_Stored items_.
· · · · ·
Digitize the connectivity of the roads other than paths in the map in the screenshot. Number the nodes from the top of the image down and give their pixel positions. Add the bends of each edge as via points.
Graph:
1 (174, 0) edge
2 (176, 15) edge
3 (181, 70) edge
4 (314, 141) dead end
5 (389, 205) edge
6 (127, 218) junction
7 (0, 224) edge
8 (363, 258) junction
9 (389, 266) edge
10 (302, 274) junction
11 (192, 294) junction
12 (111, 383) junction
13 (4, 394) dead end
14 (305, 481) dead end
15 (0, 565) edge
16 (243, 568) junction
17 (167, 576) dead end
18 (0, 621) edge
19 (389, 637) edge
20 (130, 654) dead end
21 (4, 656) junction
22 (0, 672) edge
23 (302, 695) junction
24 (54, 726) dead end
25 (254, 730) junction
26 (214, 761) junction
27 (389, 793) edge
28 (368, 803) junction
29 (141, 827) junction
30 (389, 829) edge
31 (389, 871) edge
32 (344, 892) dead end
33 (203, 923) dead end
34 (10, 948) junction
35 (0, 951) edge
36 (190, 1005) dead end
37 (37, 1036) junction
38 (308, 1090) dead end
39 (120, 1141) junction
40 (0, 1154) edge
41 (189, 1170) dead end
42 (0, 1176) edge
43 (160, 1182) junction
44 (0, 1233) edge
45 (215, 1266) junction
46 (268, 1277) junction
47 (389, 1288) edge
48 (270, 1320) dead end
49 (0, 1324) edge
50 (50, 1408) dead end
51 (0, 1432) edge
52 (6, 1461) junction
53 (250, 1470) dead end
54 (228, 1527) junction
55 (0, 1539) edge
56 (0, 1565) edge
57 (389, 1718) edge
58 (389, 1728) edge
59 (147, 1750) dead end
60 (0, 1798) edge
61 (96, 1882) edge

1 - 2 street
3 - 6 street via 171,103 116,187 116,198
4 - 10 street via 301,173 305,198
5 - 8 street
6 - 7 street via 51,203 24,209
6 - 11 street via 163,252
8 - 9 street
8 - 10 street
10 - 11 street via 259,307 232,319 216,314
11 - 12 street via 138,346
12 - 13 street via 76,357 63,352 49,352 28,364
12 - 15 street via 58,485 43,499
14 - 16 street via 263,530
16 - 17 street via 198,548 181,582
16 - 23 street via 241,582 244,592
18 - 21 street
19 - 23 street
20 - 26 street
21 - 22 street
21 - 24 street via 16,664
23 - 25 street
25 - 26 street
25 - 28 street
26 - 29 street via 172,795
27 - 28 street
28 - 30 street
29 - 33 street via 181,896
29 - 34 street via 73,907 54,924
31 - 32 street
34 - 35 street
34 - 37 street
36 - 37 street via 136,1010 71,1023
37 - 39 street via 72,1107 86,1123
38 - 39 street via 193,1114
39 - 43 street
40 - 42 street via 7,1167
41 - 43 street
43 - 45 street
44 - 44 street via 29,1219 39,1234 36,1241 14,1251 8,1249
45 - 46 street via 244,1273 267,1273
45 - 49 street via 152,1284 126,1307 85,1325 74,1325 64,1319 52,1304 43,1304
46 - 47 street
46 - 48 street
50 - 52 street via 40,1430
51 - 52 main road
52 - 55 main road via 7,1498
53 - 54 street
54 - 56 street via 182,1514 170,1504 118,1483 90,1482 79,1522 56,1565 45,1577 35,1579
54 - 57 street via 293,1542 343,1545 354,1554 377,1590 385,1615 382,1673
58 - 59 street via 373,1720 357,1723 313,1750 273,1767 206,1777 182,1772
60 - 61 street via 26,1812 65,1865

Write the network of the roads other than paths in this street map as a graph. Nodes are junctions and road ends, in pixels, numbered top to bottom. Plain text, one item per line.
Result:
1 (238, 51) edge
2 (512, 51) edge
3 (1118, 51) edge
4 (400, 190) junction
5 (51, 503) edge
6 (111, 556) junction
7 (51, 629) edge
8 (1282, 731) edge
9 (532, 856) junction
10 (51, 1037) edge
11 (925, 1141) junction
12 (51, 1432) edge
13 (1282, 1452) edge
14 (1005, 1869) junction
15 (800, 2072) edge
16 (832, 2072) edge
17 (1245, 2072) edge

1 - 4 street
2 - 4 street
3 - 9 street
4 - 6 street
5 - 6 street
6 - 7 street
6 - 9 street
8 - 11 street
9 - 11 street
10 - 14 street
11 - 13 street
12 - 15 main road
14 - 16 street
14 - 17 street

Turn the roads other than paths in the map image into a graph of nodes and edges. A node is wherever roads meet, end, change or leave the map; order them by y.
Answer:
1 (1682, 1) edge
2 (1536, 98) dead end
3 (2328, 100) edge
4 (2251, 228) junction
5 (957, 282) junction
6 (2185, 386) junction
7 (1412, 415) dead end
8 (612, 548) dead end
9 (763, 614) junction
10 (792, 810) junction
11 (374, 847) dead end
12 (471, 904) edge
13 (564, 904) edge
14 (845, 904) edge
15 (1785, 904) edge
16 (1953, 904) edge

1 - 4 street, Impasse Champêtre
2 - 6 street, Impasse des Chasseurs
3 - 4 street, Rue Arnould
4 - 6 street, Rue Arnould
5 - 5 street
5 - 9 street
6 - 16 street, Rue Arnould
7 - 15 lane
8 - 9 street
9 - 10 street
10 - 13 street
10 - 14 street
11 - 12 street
· · · · ·
_BRIEF_.
For each line in the data, set it down again exactly.

_OUTPUT OF THE TASK_.
Digitize the connectivity of the roads other than paths in the map in the screenshot. Number the nodes from the top of the image down and give their pixel positions. Add the bends of each edge as via points.
Graph:
1 (174, 0) edge
2 (176, 15) edge
3 (181, 70) edge
4 (314, 141) dead end
5 (389, 205) edge
6 (127, 218) junction
7 (0, 224) edge
8 (363, 258) junction
9 (389, 266) edge
10 (302, 274) junction
11 (192, 294) junction
12 (111, 383) junction
13 (4, 394) dead end
14 (305, 481) dead end
15 (0, 565) edge
16 (243, 568) junction
17 (167, 576) dead end
18 (0, 621) edge
19 (389, 637) edge
20 (130, 654) dead end
21 (4, 656) junction
22 (0, 672) edge
23 (302, 695) junction
24 (54, 726) dead end
25 (254, 730) junction
26 (214, 761) junction
27 (389, 793) edge
28 (368, 803) junction
29 (141, 827) junction
30 (389, 829) edge
31 (389, 871) edge
32 (344, 892) dead end
33 (203, 923) dead end
34 (10, 948) junction
35 (0, 951) edge
36 (190, 1005) dead end
37 (37, 1036) junction
38 (308, 1090) dead end
39 (120, 1141) junction
40 (0, 1154) edge
41 (189, 1170) dead end
42 (0, 1176) edge
43 (160, 1182) junction
44 (0, 1233) edge
45 (215, 1266) junction
46 (268, 1277) junction
47 (389, 1288) edge
48 (270, 1320) dead end
49 (0, 1324) edge
50 (50, 1408) dead end
51 (0, 1432) edge
52 (6, 1461) junction
53 (250, 1470) dead end
54 (228, 1527) junction
55 (0, 1539) edge
56 (0, 1565) edge
57 (389, 1718) edge
58 (389, 1728) edge
59 (147, 1750) dead end
60 (0, 1798) edge
61 (96, 1882) edge

1 - 2 street
3 - 6 street via 171,103 116,187 116,198
4 - 10 street via 301,173 305,198
5 - 8 street
6 - 7 street via 51,203 24,209
6 - 11 street via 163,252
8 - 9 street
8 - 10 street
10 - 11 street via 259,307 232,319 216,314
11 - 12 street via 138,346
12 - 13 street via 76,357 63,352 49,352 28,364
12 - 15 street via 58,485 43,499
14 - 16 street via 263,530
16 - 17 street via 198,548 181,582
16 - 23 street via 241,582 244,592
18 - 21 street
19 - 23 street
20 - 26 street
21 - 22 street
21 - 24 street via 16,664
23 - 25 street
25 - 26 street
25 - 28 street
26 - 29 street via 172,795
27 - 28 street
28 - 30 street
29 - 33 street via 181,896
29 - 34 street via 73,907 54,924
31 - 32 street
34 - 35 street
34 - 37 street
36 - 37 street via 136,1010 71,1023
37 - 39 street via 72,1107 86,1123
38 - 39 street via 193,1114
39 - 43 street
40 - 42 street via 7,1167
41 - 43 street
43 - 45 street
44 - 44 street via 29,1219 39,1234 36,1241 14,1251 8,1249
45 - 46 street via 244,1273 267,1273
45 - 49 street via 152,1284 126,1307 85,1325 74,1325 64,1319 52,1304 43,1304
46 - 47 street
46 - 48 street
50 - 52 street via 40,1430
51 - 52 main road
52 - 55 main road via 7,1498
53 - 54 street
54 - 56 street via 182,1514 170,1504 118,1483 90,1482 79,1522 56,1565 45,1577 35,1579
54 - 57 street via 293,1542 343,1545 354,1554 377,1590 385,1615 382,1673
58 - 59 street via 373,1720 357,1723 313,1750 273,1767 206,1777 182,1772
60 - 61 street via 26,1812 65,1865

Write the network of the roads other than paths in this street map as a graph. Nodes are junctions and road ends, in pixels, numbered top to bottom. Plain text, one item per line.
Result:
1 (238, 51) edge
2 (512, 51) edge
3 (1118, 51) edge
4 (400, 190) junction
5 (51, 503) edge
6 (111, 556) junction
7 (51, 629) edge
8 (1282, 731) edge
9 (532, 856) junction
10 (51, 1037) edge
11 (925, 1141) junction
12 (51, 1432) edge
13 (1282, 1452) edge
14 (1005, 1869) junction
15 (800, 2072) edge
16 (832, 2072) edge
17 (1245, 2072) edge

1 - 4 street
2 - 4 street
3 - 9 street
4 - 6 street
5 - 6 street
6 - 7 street
6 - 9 street
8 - 11 street
9 - 11 street
10 - 14 street
11 - 13 street
12 - 15 main road
14 - 16 street
14 - 17 street

Turn the roads other than paths in the map image into a graph of nodes and edges. A node is wherever roads meet, end, change or leave the map; order them by y.
Answer:
1 (1682, 1) edge
2 (1536, 98) dead end
3 (2328, 100) edge
4 (2251, 228) junction
5 (957, 282) junction
6 (2185, 386) junction
7 (1412, 415) dead end
8 (612, 548) dead end
9 (763, 614) junction
10 (792, 810) junction
11 (374, 847) dead end
12 (471, 904) edge
13 (564, 904) edge
14 (845, 904) edge
15 (1785, 904) edge
16 (1953, 904) edge

1 - 4 street, Impasse Champêtre
2 - 6 street, Impasse des Chasseurs
3 - 4 street, Rue Arnould
4 - 6 street, Rue Arnould
5 - 5 street
5 - 9 street
6 - 16 street, Rue Arnould
7 - 15 lane
8 - 9 street
9 - 10 street
10 - 13 street
10 - 14 street
11 - 12 street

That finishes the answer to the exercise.